Cool and unsettled start to Fall continues
Monday, September 25, 2017
As one center of circulation currently located in Wyoming moves to the northeast, another wave of energy moving southward from British Columbia forms another circulation center in southern Nevada by Wednesday that is cutoff from the jet stream. The cool and unstable northwest flow behind the departing Wyoming storm will continue the chance of afternoon showers today before cool and mostly sunny fall weather graces the Steamboat Springs area for Tuesday.
By later Wednesday, we will begin feeling the effects form the cutoff low which is forecast to move northeastward through the Great Basin as temperatures warm towards normal. Moisture from the south will be pulled northward by the southerly winds on the eastern periphery of the circulation, and the moisture may make it far enough north to produce a chance of light showers in our area by late in the day Wednesday.

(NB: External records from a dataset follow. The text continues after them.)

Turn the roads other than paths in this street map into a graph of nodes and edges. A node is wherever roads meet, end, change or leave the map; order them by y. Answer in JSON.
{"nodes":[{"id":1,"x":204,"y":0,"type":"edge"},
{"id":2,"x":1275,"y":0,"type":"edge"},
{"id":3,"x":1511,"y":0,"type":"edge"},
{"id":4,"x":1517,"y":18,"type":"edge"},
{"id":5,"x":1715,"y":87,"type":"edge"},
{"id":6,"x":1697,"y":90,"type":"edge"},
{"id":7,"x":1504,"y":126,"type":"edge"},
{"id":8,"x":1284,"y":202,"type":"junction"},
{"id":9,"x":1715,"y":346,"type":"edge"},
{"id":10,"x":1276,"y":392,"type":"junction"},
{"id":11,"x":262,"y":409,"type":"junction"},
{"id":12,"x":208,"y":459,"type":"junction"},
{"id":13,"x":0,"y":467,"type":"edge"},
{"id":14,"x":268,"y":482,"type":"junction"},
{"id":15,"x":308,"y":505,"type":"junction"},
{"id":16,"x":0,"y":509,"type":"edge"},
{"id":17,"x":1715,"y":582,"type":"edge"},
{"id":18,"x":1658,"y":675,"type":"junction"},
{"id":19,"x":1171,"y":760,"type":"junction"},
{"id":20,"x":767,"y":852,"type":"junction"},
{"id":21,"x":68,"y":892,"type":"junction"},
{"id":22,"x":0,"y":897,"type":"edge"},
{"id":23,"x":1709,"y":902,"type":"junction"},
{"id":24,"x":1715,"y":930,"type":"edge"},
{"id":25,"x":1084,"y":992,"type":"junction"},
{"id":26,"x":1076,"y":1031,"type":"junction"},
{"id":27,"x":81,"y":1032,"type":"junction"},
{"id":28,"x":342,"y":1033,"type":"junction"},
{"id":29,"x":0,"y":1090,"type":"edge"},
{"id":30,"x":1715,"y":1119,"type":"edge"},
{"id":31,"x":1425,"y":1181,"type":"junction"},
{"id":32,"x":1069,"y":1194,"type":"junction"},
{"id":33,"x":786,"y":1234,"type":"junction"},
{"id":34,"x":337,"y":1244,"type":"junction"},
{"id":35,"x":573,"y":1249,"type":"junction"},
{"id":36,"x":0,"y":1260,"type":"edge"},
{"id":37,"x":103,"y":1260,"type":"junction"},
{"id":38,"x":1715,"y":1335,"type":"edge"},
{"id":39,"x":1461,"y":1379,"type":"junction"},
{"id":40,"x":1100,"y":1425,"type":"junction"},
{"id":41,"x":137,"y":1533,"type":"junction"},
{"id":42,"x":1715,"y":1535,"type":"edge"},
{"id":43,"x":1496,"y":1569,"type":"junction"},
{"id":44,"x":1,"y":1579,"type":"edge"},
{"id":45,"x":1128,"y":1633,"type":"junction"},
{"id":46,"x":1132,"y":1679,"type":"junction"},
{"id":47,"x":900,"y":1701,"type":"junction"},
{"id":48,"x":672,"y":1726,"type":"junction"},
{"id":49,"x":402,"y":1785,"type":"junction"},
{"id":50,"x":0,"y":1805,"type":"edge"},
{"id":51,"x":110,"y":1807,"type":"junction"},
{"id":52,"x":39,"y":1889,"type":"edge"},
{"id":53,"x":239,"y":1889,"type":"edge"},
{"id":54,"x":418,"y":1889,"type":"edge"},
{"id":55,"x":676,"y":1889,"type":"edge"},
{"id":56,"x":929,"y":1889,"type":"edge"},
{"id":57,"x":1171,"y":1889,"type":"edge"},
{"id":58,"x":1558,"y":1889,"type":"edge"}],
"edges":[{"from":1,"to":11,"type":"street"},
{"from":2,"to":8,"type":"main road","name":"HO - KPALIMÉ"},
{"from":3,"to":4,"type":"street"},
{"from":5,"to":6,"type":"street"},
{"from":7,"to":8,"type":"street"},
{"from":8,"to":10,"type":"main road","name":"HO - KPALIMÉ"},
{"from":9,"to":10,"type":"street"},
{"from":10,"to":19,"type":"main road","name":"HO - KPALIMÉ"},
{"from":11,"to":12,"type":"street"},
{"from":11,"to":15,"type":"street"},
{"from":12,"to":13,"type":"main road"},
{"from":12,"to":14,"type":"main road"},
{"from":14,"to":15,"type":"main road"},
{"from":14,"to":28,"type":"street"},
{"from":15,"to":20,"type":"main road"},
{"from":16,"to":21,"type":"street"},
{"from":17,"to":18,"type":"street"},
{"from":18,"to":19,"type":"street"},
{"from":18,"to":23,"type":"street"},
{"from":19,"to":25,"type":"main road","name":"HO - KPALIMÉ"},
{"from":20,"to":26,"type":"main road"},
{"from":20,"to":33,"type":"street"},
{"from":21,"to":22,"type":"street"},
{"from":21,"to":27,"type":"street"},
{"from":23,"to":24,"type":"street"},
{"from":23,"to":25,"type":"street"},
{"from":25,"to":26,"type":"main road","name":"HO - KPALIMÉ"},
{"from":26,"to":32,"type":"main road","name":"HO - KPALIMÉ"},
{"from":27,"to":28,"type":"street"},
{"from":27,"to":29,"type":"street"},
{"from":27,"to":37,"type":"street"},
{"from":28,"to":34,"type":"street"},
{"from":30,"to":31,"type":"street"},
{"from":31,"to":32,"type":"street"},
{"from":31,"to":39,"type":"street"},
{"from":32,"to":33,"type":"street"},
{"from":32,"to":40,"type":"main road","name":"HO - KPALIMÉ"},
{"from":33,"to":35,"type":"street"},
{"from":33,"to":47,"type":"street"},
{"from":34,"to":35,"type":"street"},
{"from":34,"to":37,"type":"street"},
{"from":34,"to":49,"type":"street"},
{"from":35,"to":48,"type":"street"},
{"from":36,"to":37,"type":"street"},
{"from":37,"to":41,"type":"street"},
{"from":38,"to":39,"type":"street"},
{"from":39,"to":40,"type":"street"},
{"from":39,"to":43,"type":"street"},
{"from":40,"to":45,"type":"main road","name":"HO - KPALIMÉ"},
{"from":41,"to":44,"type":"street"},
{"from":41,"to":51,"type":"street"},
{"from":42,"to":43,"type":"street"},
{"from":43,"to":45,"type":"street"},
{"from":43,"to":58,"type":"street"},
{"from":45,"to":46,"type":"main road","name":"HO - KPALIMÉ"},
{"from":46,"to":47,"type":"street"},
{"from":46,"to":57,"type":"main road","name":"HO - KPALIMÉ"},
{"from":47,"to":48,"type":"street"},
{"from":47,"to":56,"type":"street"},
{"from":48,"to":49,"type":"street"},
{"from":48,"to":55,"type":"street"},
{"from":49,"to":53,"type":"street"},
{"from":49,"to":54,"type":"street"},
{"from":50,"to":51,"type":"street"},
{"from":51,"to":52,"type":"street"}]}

Interestingly, on Wednesday, the old Wyoming low is absorbed by fast westerly flow along the Canadian border, and along with continued energy moving southward from Hudson Bay, will help deflect hurricane Maria to the northeast as the jet stream moves eastward across the Great Lakes, sparing the central East Coast form a direct hit.
By Thursday, the Great Basin low is forecast to in central Utah, and waves of energy rotating around the low will combine with increasing moisture from the south to produce increasing chances of showers, with high snow levels, for Thursday and Friday.
Recent model solutions have done away with the ridge of high pressure that was originally forecast for the weekend in favor of some sort of cool trough of low pressure from the Pacific, reinforced with some cold air from the North Pole. And if your thinking that sounds cold, then you are right. Current forecasts, which will almost certainly modify this week due to the recent large forecast model changes, indicate that while we have a chance of showers later Saturday ahead of the front in near normal temperatures, much colder air will arrive sometime on Sunday with showers and lowering snow levels.
While we may not see our first snow in the Yampa Valley then, a reinforcing wave from the northern latitudes crosses the Pacific Northwest coast later Sunday. There is disagreement among the models, with the ECMWF holding the coldest air to our west and north and the American GFS bringing a more consolidated push. The colder solution would bring another round of showers around Monday afternoon, with some snowflakes possible in the city.